Cooking with tasty Yorkshire lamb in Malton

So back in May I entered a couple of my new lamb mince recipes in the Lamb Recipe Challenge and my tasty lamb koftas won first prize! How fabulous is that! My prize was a trip to the foodie town of Malton in Yorkshire for a Cooking with Yorkshire lamb workshop.

Try the recipe for my delicious award-winning lamb koftas.

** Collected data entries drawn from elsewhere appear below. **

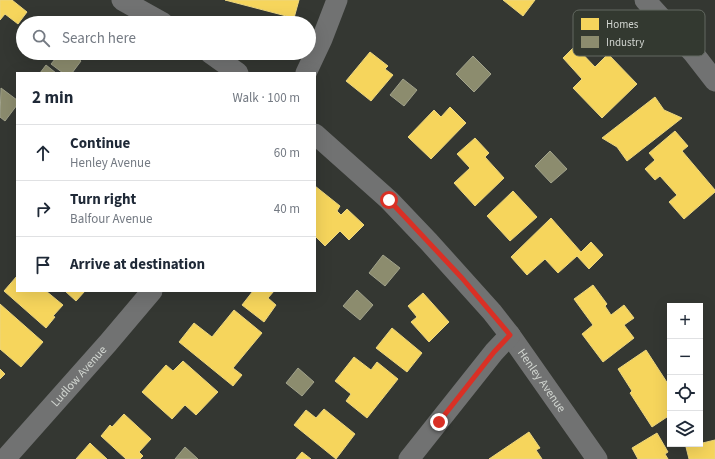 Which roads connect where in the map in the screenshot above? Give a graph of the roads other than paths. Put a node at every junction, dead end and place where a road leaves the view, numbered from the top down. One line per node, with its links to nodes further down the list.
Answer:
1 (122, 0): 5 (street)
2 (337, 0): 6 (street)
3 (645, 0): 4 (street)
4 (654, 10)
5 (151, 16)
6 (316, 52)
7 (695, 56): 12 (street)
8 (220, 60): 10 (street)
9 (312, 60): 11 (street)
10 (237, 72)
11 (306, 72)
12 (715, 81)
13 (316, 135): 15 (street, Henley Avenue)
14 (151, 292): 16 (street, Ludlow Avenue)
15 (510, 335): 17 (street); 18 (street, Henley Avenue)
16 (4, 459)
17 (409, 459)
18 (597, 459)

Sweet and spiced lamb koftas to savour

Sweet and spiced lamb koftas to savour

LAMB BADGE

And then it was time to discover more secrets about cooking lamb. In October we hopped on the train from London, heading for the lovely Yorkshire town of Malton. It’s described as the foodie capital of Yorkshire and despite being relatively small it’s packed with individual shops including three butchers, a raft of bakeries, fruit and veg sellers and a monthly market, among other things. You can read all about the town and what to do there in a later post.

Today we’re heading for the Malton Cookery School for some butchery know-how with lamb, starting off preparing the cuts we’re going to use and then making a range of tasty dishes. We were presented with an impressive array of meat and under the careful eye of our teacher Gilly began to slice and trim, using every bit of the lamb on offer.

I’m sharing a couple of simple recipes we cooked on our course which are perfect lamb accompaniments.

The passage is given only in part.